Following plans to introduce a public private partnership scheme that seeks to increase access to housing finance, the Central Bank of Nigeria (CBN) has selected 34 primary mortgage banks and four commercial banks to stimulate housing finance for low-income earners in the formal and informal sectors.

The banks will join nine other micro finance banks in the ‘My Own Home’ scheme, which is an offshoot of the Nigeria Housing Finance Programme (NHFP) set up by the Federal Government and implemented by CBN with the support of World Bank’s $300 million loan.The objective of NHFP is to catalyse the growth of the housing sector through de-risking the housing finance value chain and improving access to finance. Its objective is increase access to housing finance and housing in Nigeria and to inspire young Nigerians on the need to key into mortgage process and start owning homes.

Essentially, the banks will benefit from US$15 million Housing Micro-finance Fund and $10million Technical Assistance Fund, with LAPO Microfinance Bank as pivot of the pilot scheme in the housing sector.
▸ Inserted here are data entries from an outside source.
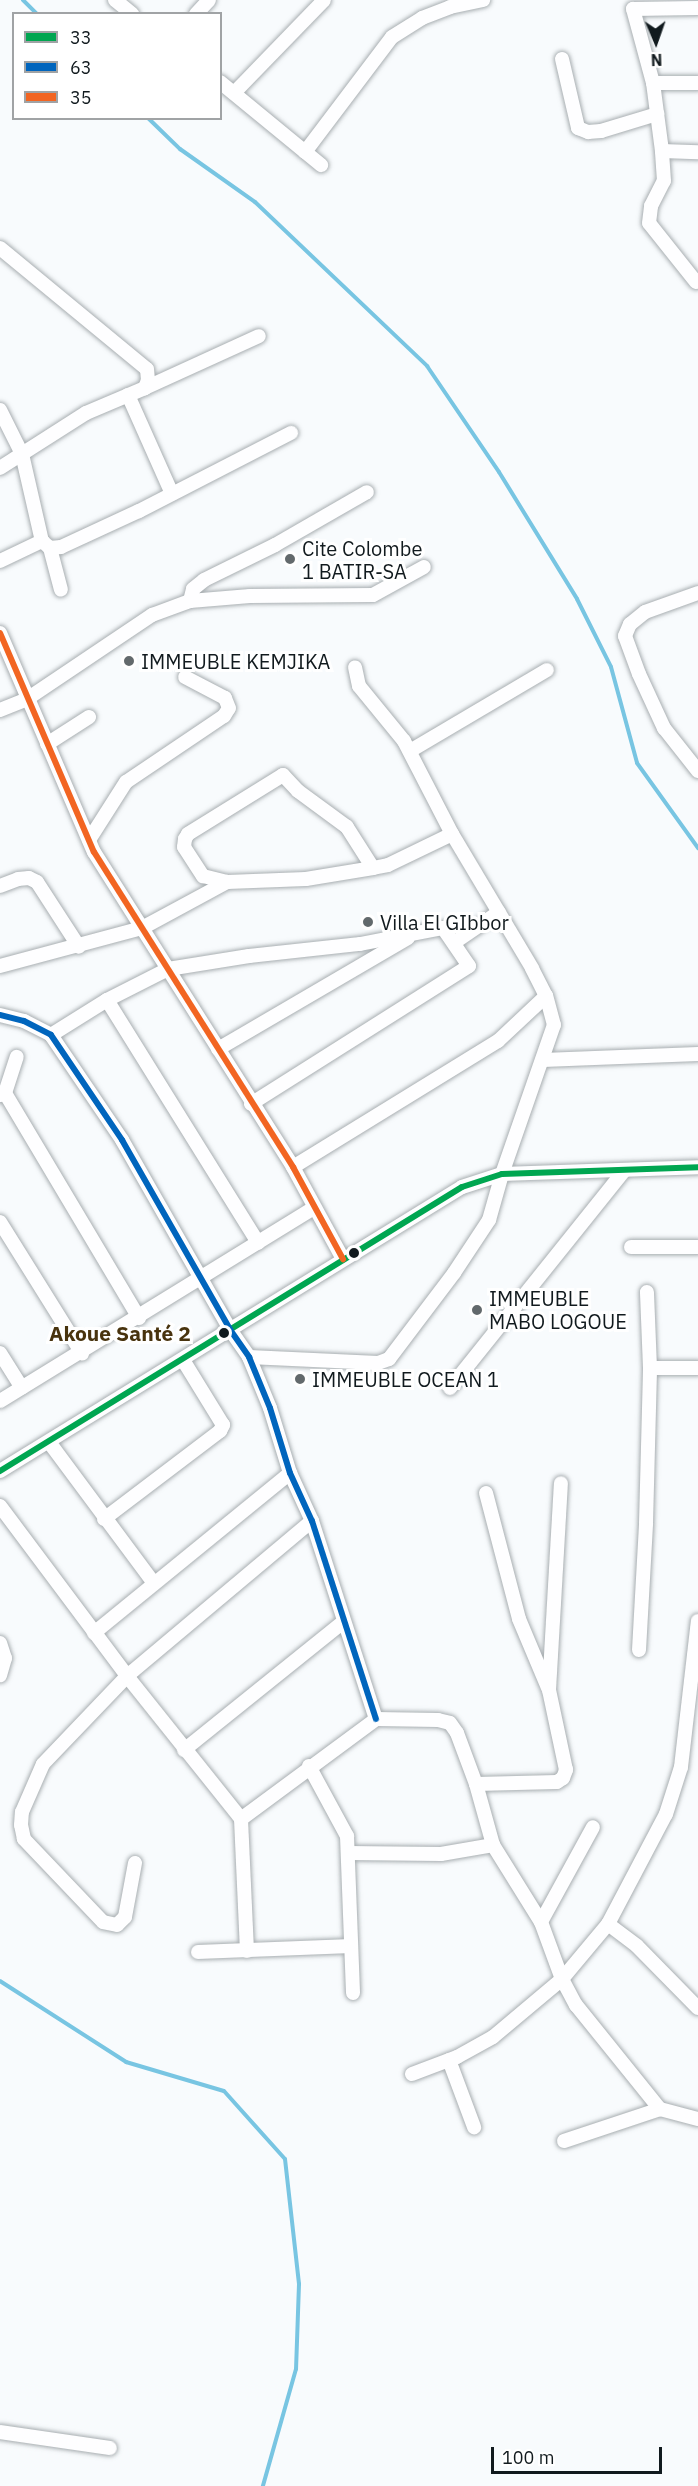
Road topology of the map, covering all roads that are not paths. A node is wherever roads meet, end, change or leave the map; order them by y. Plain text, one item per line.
1 (115, 0) edge
2 (209, 0) edge
3 (324, 0) edge
4 (483, 0) edge
5 (449, 3) edge
6 (635, 4) edge
7 (698, 8) edge
8 (130, 12) edge
9 (198, 12) edge
10 (562, 59) dead end
11 (698, 82) edge
12 (653, 83) junction
13 (222, 84) edge
14 (234, 93) junction
15 (657, 114) junction
16 (662, 151) junction
17 (305, 152) junction
18 (698, 152) edge
19 (321, 165) dead end
20 (0, 248) edge
21 (696, 282) dead end
22 (259, 336) dead end
23 (145, 388) junction
24 (128, 395) junction
25 (0, 410) edge
26 (291, 433) dead end
27 (22, 454) junction
28 (0, 468) edge
29 (368, 492) dead end
30 (172, 494) junction
31 (46, 545) junction
32 (0, 561) edge
33 (424, 567) dead end
34 (61, 590) dead end
35 (698, 593) edge
36 (190, 601) junction
37 (0, 633) edge
38 (355, 667) dead end
39 (547, 670) dead end
40 (185, 678) dead end
41 (27, 699) junction
42 (0, 710) edge
43 (89, 717) dead end
44 (47, 744) junction
45 (410, 752) junction
46 (698, 771) edge
47 (452, 834) junction
48 (89, 840) junction
49 (373, 868) junction
50 (227, 882) junction
51 (0, 886) edge
52 (499, 912) junction
53 (142, 928) junction
54 (418, 932) junction
55 (454, 942) junction
56 (79, 947) junction
57 (0, 966) edge
58 (168, 969) junction
59 (546, 996) junction
60 (108, 1000) junction
61 (0, 1015) edge
62 (51, 1035) junction
63 (218, 1049) junction
64 (698, 1054) edge
65 (17, 1057) dead end
66 (543, 1060) junction
67 (2, 1094) edge
68 (252, 1104) junction
69 (292, 1167) junction
70 (698, 1167) edge
71 (624, 1171) junction
72 (502, 1174) junction
73 (314, 1208) junction
74 (0, 1222) edge
75 (258, 1243) junction
76 (631, 1247) dead end
77 (698, 1247) edge
78 (343, 1259) junction
79 (203, 1278) junction
80 (647, 1292) dead end
81 (139, 1318) junction
82 (231, 1330) junction
83 (0, 1353) edge
84 (82, 1353) junction
85 (249, 1357) junction
86 (183, 1360) junction
87 (650, 1368) junction
88 (698, 1368) edge
89 (22, 1388) junction
90 (450, 1388) dead end
91 (0, 1401) edge
92 (50, 1442) junction
93 (0, 1471) edge
94 (290, 1473) junction
95 (561, 1483) dead end
96 (486, 1493) dead end
97 (0, 1506) edge
98 (105, 1519) junction
99 (312, 1521) junction
100 (153, 1582) junction
101 (698, 1621) edge
102 (343, 1622) junction
103 (94, 1633) junction
104 (0, 1643) edge
105 (639, 1650) dead end
106 (0, 1675) edge
107 (127, 1676) junction
108 (549, 1690) junction
109 (376, 1719) junction
110 (184, 1750) junction
111 (309, 1766) junction
112 (476, 1784) junction
113 (241, 1818) junction
114 (593, 1827) dead end
115 (493, 1845) junction
116 (348, 1853) junction
117 (135, 1863) dead end
118 (542, 1922) junction
119 (609, 1924) junction
120 (351, 1946) junction
121 (247, 1951) junction
122 (198, 1952) dead end
123 (562, 1979) junction
124 (353, 1993) dead end
125 (698, 2008) edge
126 (449, 2060) junction
127 (412, 2074) dead end
128 (660, 2109) junction
129 (698, 2120) edge
130 (474, 2127) dead end
131 (564, 2141) dead end
132 (0, 2432) edge
133 (110, 2448) dead end

1 - 8 street
2 - 9 street
3 - 14 street
4 - 5 street
5 - 17 street
6 - 7 street
6 - 12 street
10 - 15 street
11 - 12 street
12 - 15 street
13 - 14 street
14 - 17 street
15 - 16 street
16 - 18 street
16 - 21 street
17 - 19 street
20 - 23 street
22 - 23 street
23 - 24 street
24 - 27 street
24 - 30 street
25 - 27 street
26 - 30 street
27 - 28 street
27 - 31 street
29 - 36 street
30 - 31 street
31 - 32 street
31 - 34 street
33 - 36 street
35 - 46 street
36 - 41 street
37 - 41 street
38 - 45 street
39 - 45 street
40 - 48 street
41 - 42 street
41 - 44 street
43 - 44 street
44 - 48 street
45 - 47 street
47 - 49 street
47 - 52 street
48 - 53 street
49 - 50 street
49 - 50 street
50 - 53 street
51 - 56 street
52 - 55 street
52 - 59 street
53 - 56 street
53 - 58 street
54 - 55 street
54 - 58 street
54 - 63 street
55 - 68 street
56 - 57 street
58 - 60 street
58 - 63 street
59 - 66 street
59 - 69 street
60 - 62 street
60 - 75 street
61 - 62 street
62 - 79 street
63 - 68 street
64 - 66 street
65 - 67 street
66 - 72 street
67 - 81 street
68 - 69 street
69 - 73 street
70 - 71 street
71 - 72 street
71 - 90 street
72 - 78 street
72 - 85 street
73 - 75 street
73 - 78 street
74 - 84 street
75 - 79 street
76 - 77 street
78 - 82 street
79 - 81 street
79 - 82 street
80 - 87 street
81 - 84 street
82 - 85 street
82 - 86 street
83 - 89 street
84 - 89 street
85 - 94 street
86 - 92 street
86 - 98 street
87 - 88 street
87 - 105 street
89 - 91 street
92 - 93 street
92 - 98 street
94 - 99 street
94 - 100 street
95 - 108 street
96 - 108 street
97 - 103 street
98 - 100 street
99 - 102 street
99 - 107 street
100 - 103 street
101 - 119 street
102 - 109 street
102 - 110 street
103 - 107 street
104 - 106 street
107 - 110 street
107 - 117 street
108 - 112 street
109 - 111 street
109 - 112 street
110 - 113 street
111 - 113 street
111 - 116 street
112 - 115 street
113 - 121 street
114 - 118 street
115 - 116 street
115 - 118 street
116 - 120 street
118 - 123 street
119 - 123 street
119 - 125 street
120 - 121 street
120 - 124 street
121 - 122 street
123 - 126 street
123 - 128 street
126 - 127 street
126 - 130 street
128 - 129 street
128 - 131 street
132 - 133 street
Unlike the conventional mortgage, the scheme allows beneficiaries to use the loan for purchase of land, incremental building or renovation.

The scheme has broad-based stakeholders and partnerships that include; the Federal Government of Nigeria, Federal Ministry of Finance, Central Bank of Nigeria, World Bank, Federal Ministry of Power, Works & Housing, Federal Ministry of Justice and Mortgage Banking Association of Nigeria (MBAN).Others are mortgage originating institutions such as Mortgage Lending Banks (MLBs) that are participating in the scheme through equity/investment in Nigeria Mortgage Refinance Company (NMRC).

NHFP is creating the enabling environment for strengthening the nation’s housing sector by setting up sustainable framework by mortgage originators such as financial institutions to access long-term refinancing. The new scheme is also expected to scale-up mortgage and housing finance awareness through mortgage literacy, customers’ right, responsibilities and education.

Speaking to journalists in Lagos, MBAN President, Mr. Adeniyi Akinlusi explained that the scheme would revamp the housing finance sector and also make access to housing finance a lot easier. He said that Nigeria Mortgage Refinance Company (NMRC) would be providing long-term refinancing of mortgages and standardizing mortgage procedures.

According to him, most initiatives that are solely funded and run by the government as Social housing programmes were usually not successful and are usually not sustainable. “My own Homes’ being a PPP is highly likely to succeed going by our experience with other PPP programs such as NMRC, Infrastructure provision and even the Pension Scheme Reform, which also had the private sector stakeholders.”

For instance, he said that the scheme offers mortgage guarantee that allows borrowers with insufficient or no equity contribution (initial down payment) can access mortgage for home ownership.Besides, it would stimulate increased lending to low-income earners in the formal and informal sectors in Nigeria through microfinance Banks for incremental housing construction or housing improvement.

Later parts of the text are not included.